Stage 5: Self-Subversion
At some point, if a Stage 4 hangs around long enough, painstakingly debugs their relationship to the universe, and looks at more and more of it, they can eventually internalize so much that something clicks. Then hang ups about the self become largely arbitrary.
It's like the mind version of that part at the end of Jurassic Park where the blonde girl does the hacking and locks a door right before a dinosaur eats all the protagonists. Your heavy sense of self lets go long enough for you to see your circumstance from another angle, and then another, and then another.
You start to understand how constructed things are, how constructed you are. You begin to see that you have your intuitions about your life for the first time the right way around; and that before, those intuitions were controlling you.
The stories you have about other people aren't the stories they have about themselves.

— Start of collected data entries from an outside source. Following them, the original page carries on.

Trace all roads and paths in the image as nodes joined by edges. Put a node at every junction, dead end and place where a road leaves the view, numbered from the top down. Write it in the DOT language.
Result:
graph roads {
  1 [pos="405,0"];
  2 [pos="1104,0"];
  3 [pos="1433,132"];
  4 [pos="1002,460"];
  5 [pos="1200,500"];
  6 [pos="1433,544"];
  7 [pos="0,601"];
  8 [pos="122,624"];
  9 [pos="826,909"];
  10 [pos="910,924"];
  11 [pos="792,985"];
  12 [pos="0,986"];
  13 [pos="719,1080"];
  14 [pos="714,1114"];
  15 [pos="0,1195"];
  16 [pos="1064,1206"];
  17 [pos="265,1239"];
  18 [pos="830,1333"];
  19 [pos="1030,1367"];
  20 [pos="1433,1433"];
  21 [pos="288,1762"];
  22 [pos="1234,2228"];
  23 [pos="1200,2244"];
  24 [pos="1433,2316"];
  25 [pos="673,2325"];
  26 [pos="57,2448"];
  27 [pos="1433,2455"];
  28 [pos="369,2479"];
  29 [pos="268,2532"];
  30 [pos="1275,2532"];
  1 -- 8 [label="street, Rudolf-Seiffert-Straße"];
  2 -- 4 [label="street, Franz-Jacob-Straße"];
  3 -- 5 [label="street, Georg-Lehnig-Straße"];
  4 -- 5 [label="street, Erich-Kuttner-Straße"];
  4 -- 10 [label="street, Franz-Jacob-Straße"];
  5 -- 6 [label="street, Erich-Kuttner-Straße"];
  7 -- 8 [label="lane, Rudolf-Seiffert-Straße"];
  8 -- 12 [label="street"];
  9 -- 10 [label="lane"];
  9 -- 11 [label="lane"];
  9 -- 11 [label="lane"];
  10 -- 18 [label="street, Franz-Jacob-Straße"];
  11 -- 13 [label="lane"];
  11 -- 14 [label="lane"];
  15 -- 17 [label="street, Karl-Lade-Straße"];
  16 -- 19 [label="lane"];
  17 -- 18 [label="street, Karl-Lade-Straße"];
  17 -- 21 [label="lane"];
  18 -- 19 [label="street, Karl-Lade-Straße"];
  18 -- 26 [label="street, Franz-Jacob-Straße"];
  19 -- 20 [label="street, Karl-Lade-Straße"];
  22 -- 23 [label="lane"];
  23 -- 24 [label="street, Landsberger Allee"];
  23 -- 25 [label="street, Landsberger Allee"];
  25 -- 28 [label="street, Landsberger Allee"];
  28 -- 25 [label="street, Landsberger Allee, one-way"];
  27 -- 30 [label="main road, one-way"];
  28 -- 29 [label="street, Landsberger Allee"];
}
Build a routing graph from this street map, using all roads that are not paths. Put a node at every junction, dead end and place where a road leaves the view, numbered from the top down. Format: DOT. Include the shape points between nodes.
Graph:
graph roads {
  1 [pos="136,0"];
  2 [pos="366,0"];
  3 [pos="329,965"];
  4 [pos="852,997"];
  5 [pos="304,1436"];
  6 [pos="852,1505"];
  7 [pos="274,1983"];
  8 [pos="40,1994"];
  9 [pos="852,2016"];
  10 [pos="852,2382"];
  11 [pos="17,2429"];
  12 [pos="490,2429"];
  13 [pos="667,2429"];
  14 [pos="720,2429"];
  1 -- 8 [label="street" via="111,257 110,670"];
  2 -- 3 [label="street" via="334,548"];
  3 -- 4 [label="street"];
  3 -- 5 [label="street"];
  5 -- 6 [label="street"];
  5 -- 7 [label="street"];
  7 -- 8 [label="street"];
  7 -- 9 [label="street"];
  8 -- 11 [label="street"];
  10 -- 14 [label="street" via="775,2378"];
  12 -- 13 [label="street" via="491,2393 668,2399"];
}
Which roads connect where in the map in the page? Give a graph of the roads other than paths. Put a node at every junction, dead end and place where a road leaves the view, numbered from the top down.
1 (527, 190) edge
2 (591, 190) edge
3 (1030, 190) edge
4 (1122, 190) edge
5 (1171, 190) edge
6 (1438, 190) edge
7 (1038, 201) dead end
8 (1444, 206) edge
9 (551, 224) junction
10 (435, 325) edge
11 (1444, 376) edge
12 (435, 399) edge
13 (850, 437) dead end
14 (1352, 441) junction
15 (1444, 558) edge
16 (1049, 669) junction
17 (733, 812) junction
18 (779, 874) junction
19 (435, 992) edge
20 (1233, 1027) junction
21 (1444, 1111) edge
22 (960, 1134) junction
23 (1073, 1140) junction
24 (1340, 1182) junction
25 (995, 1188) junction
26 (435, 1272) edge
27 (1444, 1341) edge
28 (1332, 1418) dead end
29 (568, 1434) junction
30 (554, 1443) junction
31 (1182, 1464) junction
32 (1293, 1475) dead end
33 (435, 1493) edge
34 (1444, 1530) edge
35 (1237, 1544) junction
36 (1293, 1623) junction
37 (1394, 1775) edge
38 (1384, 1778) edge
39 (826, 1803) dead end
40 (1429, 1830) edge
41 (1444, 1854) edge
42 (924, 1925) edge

Or the ones they have about you.
The stories you've told yourself about yourself aren't real. You made that up.
Your mind taps out. It says, "Good job, weirdo. You couldn't leave well enough alone. Well, you've entered the cheat code. What do you want to do, smartass? I'm yours."
The whole world's in there. It's all yours.
It's much, much better than Stage 4. There's also a good argument to be made it's better than Stage 3, but you'll never convince anyone in Stage 3, so why bother.
Once you're here, you can do what you want. Most LARP in Stage 3 while keeping their Stage 4 lessons, but it's up to you.
What is the Magic Version of Stage 5?
It's when you stop working for Magic and start letting Magic work for you. It's when you stop defining all of your Magic experiences by other people's standards. It's when you enjoy the game for what it is and you don't even get angry when another player is salty. Because it's not even just that they're not as far along in their development as you might be; it's that in the big picture you could've been in their seat as arbitrarily as you currently sit in yours.
And you appreciate it. Dearly.
Examples of Stage 5 Magic Players:
They're hard to spot, but assuredly, they're having (by far) the most fun.
At a Funeral, a Stage 5 Individual Will:
Resurrect the departed? I don't know, me nor anyone I know is near this level of maturity. I like to think if I keep growing as a person I'll gain such Stage 5 powers some day. But yeah, I don't know yet, so I'm kind of guessing. Fingers crossed it's reanimation, though.